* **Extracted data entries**
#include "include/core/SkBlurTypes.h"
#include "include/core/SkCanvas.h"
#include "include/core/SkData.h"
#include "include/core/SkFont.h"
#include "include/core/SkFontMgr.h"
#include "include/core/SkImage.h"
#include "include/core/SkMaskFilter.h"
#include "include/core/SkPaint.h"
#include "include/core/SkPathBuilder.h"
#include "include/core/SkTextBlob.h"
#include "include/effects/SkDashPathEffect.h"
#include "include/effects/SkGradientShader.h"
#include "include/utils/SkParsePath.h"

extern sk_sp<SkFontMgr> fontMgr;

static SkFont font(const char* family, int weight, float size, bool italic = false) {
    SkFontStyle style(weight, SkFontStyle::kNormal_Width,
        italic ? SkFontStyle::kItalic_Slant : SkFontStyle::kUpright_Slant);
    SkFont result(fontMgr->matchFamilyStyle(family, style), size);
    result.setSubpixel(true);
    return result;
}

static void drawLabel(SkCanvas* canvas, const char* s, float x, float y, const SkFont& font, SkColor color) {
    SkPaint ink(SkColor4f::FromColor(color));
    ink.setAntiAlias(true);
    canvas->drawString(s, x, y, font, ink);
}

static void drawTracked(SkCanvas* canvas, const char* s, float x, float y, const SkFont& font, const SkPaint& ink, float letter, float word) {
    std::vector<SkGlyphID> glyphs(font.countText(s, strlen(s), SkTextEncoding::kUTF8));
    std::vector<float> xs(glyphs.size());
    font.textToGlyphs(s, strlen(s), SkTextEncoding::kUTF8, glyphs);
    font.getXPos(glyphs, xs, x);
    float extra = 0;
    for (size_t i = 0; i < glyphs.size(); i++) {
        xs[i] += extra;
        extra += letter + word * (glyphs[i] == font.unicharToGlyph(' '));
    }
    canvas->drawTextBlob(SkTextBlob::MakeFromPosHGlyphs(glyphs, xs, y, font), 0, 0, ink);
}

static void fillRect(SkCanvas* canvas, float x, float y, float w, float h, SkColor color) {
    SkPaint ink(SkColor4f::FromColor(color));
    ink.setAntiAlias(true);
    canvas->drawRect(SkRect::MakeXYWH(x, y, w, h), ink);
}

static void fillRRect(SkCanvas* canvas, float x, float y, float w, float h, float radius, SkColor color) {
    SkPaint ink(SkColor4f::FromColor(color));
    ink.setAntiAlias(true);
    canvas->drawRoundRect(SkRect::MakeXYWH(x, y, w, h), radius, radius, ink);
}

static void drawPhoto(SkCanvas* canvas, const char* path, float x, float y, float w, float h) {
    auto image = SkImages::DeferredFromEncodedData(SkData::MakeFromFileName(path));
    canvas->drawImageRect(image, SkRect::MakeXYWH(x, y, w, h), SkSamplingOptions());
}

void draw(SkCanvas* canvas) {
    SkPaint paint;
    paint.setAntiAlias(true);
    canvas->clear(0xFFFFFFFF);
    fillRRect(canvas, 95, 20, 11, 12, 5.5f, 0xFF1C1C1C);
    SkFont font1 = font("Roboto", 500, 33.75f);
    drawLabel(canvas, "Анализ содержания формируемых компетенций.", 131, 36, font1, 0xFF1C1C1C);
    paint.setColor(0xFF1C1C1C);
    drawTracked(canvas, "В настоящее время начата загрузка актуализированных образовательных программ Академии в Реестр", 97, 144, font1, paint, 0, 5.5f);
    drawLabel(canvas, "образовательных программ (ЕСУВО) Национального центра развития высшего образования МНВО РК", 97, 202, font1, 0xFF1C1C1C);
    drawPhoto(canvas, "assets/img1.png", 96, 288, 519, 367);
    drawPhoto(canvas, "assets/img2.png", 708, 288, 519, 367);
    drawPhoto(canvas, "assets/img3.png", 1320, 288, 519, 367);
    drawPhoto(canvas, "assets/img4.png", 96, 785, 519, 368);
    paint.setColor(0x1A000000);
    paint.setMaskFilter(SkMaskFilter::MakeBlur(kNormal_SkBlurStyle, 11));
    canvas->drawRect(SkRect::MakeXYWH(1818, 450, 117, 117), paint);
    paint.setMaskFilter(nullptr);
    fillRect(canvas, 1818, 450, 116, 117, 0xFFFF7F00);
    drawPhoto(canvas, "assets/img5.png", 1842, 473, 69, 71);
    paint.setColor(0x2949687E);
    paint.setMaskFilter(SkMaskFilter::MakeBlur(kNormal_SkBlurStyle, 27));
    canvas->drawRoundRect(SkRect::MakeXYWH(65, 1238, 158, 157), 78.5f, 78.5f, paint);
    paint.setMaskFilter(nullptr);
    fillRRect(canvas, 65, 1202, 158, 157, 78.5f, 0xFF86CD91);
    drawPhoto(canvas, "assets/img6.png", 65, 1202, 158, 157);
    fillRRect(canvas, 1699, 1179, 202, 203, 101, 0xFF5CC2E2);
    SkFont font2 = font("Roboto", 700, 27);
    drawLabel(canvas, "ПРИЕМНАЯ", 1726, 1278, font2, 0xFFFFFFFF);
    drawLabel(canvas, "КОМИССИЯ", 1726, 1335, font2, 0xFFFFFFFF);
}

* **TASK REQUIREMENTS**
Exactly as written, please reproduce the lines from the first line of the data to the line containing "italic ? SkFontStyle::kItalic_Slant", inclusive, and nothing else.

* **SOLUTION TO THIS PROBLEM**
#include "include/core/SkBlurTypes.h"
#include "include/core/SkCanvas.h"
#include "include/core/SkData.h"
#include "include/core/SkFont.h"
#include "include/core/SkFontMgr.h"
#include "include/core/SkImage.h"
#include "include/core/SkMaskFilter.h"
#include "include/core/SkPaint.h"
#include "include/core/SkPathBuilder.h"
#include "include/core/SkTextBlob.h"
#include "include/effects/SkDashPathEffect.h"
#include "include/effects/SkGradientShader.h"
#include "include/utils/SkParsePath.h"

extern sk_sp<SkFontMgr> fontMgr;

static SkFont font(const char* family, int weight, float size, bool italic = false) {
    SkFontStyle style(weight, SkFontStyle::kNormal_Width,
        italic ? SkFontStyle::kItalic_Slant : SkFontStyle::kUpright_Slant);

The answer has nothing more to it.